Volendo focalizzare l'attenzione sulle strutture ricettive ed in particolare sui cosiddetti Bed and Breakfast, tra i boom economici di maggior successo a cui abbiamo assistito negli ultimi decenni, la situazione è ancor più complessa e la crisi ancor più profonda. La legge prevede diverse forme di strutture ricettive e di ospitalità: bed and breakfast, affittacamere e case vacanze. Abbiamo "bed and breakfast" propriamente detti, i quali si caratterizzano come un lavoro occasionale o "non professionale", ove è previsto che l'attività ricettiva sia svolta nella casa di residenza del gestore, in proprio o con la famiglia. Abbiamo poi gli "affittacamere", una forma mista tra piccolo albergo e bed and breakfast propriamente detto. Abbiamo infine le case vacanze, che possono assumere l'una o l'altra forma, ma in cui si affitta non una singola stanza, ma l'intera casa.
Caratteristica discriminante (ed oggi discriminatoria) tra chi ha potuto avere una qualche forma di aiuto o sussidio è la "professionalità" dell'attività, ovvero l'apertura o meno di una partita IVA inerente alla struttura ricettiva.
Spesso non c'è alcuna distinzione di fatto tra le diverse forme attività, nè tantomeno c'è differenza sulla qualità del servizio offerto. Per un utente medio, ma anche per gli stessi operatori del settore, la confusione è massima.
Formalmente purtroppo la distinzione è molto chiara e gli effetti sono ancora più palesi: nessunissima forma di aiuto, prestito, sussidio o incentivo è stata prevista fin'ora per i bed and breakfast.

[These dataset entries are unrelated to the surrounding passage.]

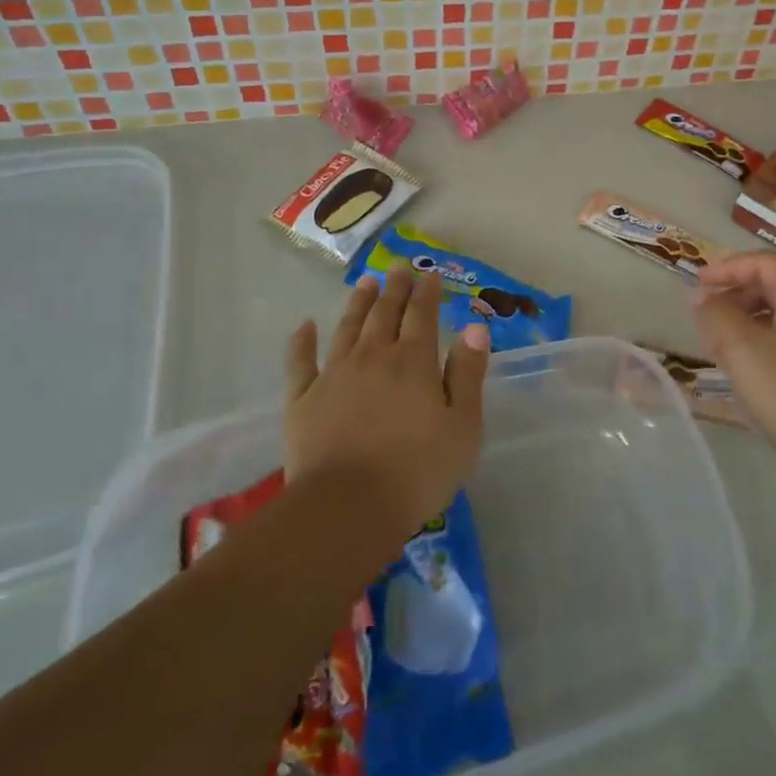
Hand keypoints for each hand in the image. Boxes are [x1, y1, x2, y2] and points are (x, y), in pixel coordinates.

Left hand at [284, 265, 490, 538]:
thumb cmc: (417, 471)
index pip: (423, 315)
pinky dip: (302, 341)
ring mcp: (334, 375)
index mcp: (414, 362)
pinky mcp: (303, 400)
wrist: (346, 508)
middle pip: (385, 313)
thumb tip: (475, 328)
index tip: (430, 273)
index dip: (427, 292)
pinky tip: (305, 325)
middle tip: (398, 266)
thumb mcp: (463, 426)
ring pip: (348, 327)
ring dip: (358, 303)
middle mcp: (374, 357)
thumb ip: (468, 374)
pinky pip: (300, 362)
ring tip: (365, 282)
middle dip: (395, 288)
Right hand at [691, 251, 775, 471]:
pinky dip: (762, 340)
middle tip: (707, 313)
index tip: (699, 284)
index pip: (765, 263)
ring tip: (719, 341)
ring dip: (746, 319)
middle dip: (736, 294)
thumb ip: (716, 314)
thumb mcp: (741, 346)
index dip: (728, 268)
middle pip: (774, 286)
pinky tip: (745, 365)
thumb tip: (702, 298)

I bed and breakfast, quelli in regola ovviamente, registrati in base alle leggi regionali e le famiglie che li gestiscono, hanno pagato per ottenere le licenze, pagano le tasse e i loro redditi sono assoggettati all'Irpef. Al netto di abusivi e speculatori, queste strutture ricettive sono state per anni l’unica fonte di reddito per migliaia di famiglie napoletane e campane, che spesso con lavoro e passione hanno dato nuovo splendore e visibilità internazionale ad intere aree di Napoli e dell'intera regione, che sono letteralmente rinate. Il settore del turistico e dell'ospitalità, in particolare nel comparto extra alberghiero stava vivendo una crescita esponenziale prima dell’emergenza sanitaria e molte di queste famiglie che si erano messe in gioco e che avevano anche investito ingenti somme, oggi non possono accedere ad alcun reddito, neppure a quello di emergenza, perché non sarebbero soggetti incapienti, poichè "beffati" da un reddito dello scorso anno, peraltro anche già anche tassato. Chi svolgeva invece indisturbato l'attività abusivamente probabilmente riceverà una qualche forma di sostegno, sicuramente non ha pagando tasse.
Si spera che al più presto che la Regione Campania ed il Governatore De Luca possano cogliere questa occasione di crisi per trasformarla in un momento di crescita. Sarebbe il momento di fornire garanzie ad un intero settore in affanno. Bisogna garantire ed armonizzare l'intero settore extra alberghiero, con controlli severi dove necessario, ma anche con aiuti e politiche di sostegno concrete ad un settore florido e vitale fino a qualche mese fa, ma al contempo strutturalmente troppo fragile per resistere da solo a questa tempesta.